▶ **Exercise**
Transcribe the data below verbatim from the line with "pinky dip: (314, 238)" to the line with "pinky tip: (437, 347)". Include both of those lines.
──────── Data shown ────────
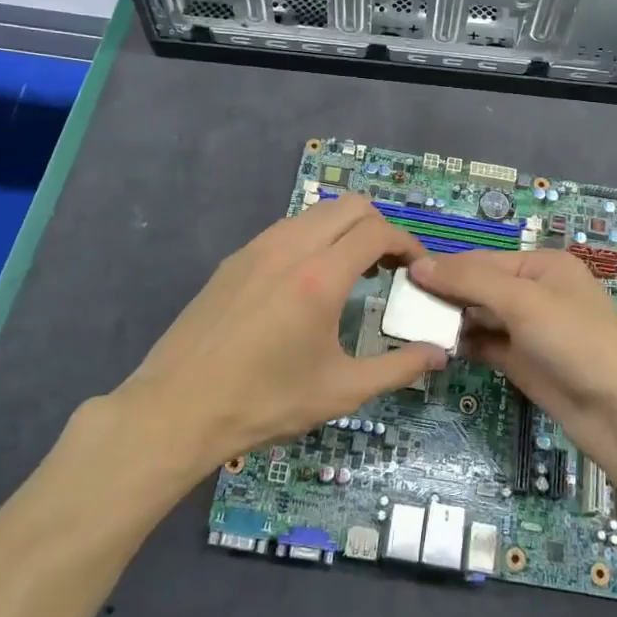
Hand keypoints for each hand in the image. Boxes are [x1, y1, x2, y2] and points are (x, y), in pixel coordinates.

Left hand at [110, 193, 446, 482]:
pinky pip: (287, 229)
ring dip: (345, 230)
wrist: (176, 409)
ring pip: (317, 213)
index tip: (418, 270)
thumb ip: (397, 368)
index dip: (408, 244)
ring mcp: (257, 248)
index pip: (378, 231)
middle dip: (380, 228)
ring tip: (354, 271)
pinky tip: (309, 281)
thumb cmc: (264, 403)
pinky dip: (314, 238)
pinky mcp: (235, 259)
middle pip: (351, 206)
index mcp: (320, 276)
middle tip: (390, 268)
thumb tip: (439, 352)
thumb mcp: (340, 392)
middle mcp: (290, 247)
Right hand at [410, 250, 616, 479]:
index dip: (445, 268)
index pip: (482, 260)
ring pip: (480, 316)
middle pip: (480, 286)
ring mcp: (529, 329)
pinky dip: (464, 344)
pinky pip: (486, 344)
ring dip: (451, 321)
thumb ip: (470, 280)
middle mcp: (535, 292)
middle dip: (446, 295)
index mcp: (543, 265)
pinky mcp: (523, 361)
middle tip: (401, 306)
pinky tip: (437, 347)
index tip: (402, 277)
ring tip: (412, 326)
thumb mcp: (523, 301)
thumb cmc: (575, 341)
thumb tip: (419, 264)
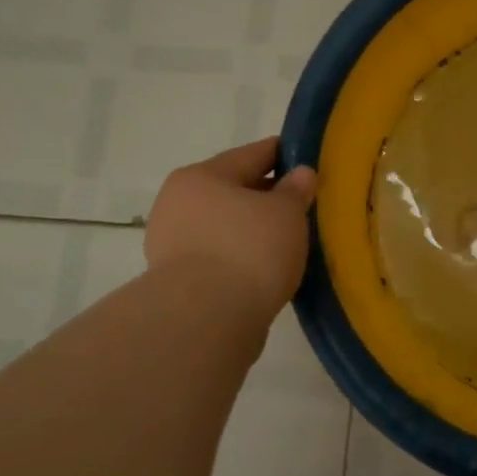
────────
▶ **Expected output**
pinky dip: (314, 238)
pinky mcp: (235, 259)
middle pip: (351, 206)
index mcp: (320, 276)
middle tip: (390, 268)
thumb tip: (439, 352)
thumb mcp: (340, 392)
middle mcp: (290, 247)
Right hand at [410, 250, 616, 479]:
index dip: (445, 268)
index pip: (482, 260)
ring pip: (480, 316)
middle pip: (480, 286)
ring mcp: (529, 329)
pinky dip: (464, 344)
pinky pip: (486, 344)
ring dip: (451, 321)
thumb ip: (470, 280)
middle mcp: (535, 292)
middle dip: (446, 295)
index mcp: (543, 265)
pinky mcp: (523, 361)
middle tip: (401, 306)
pinky tip: (437, 347)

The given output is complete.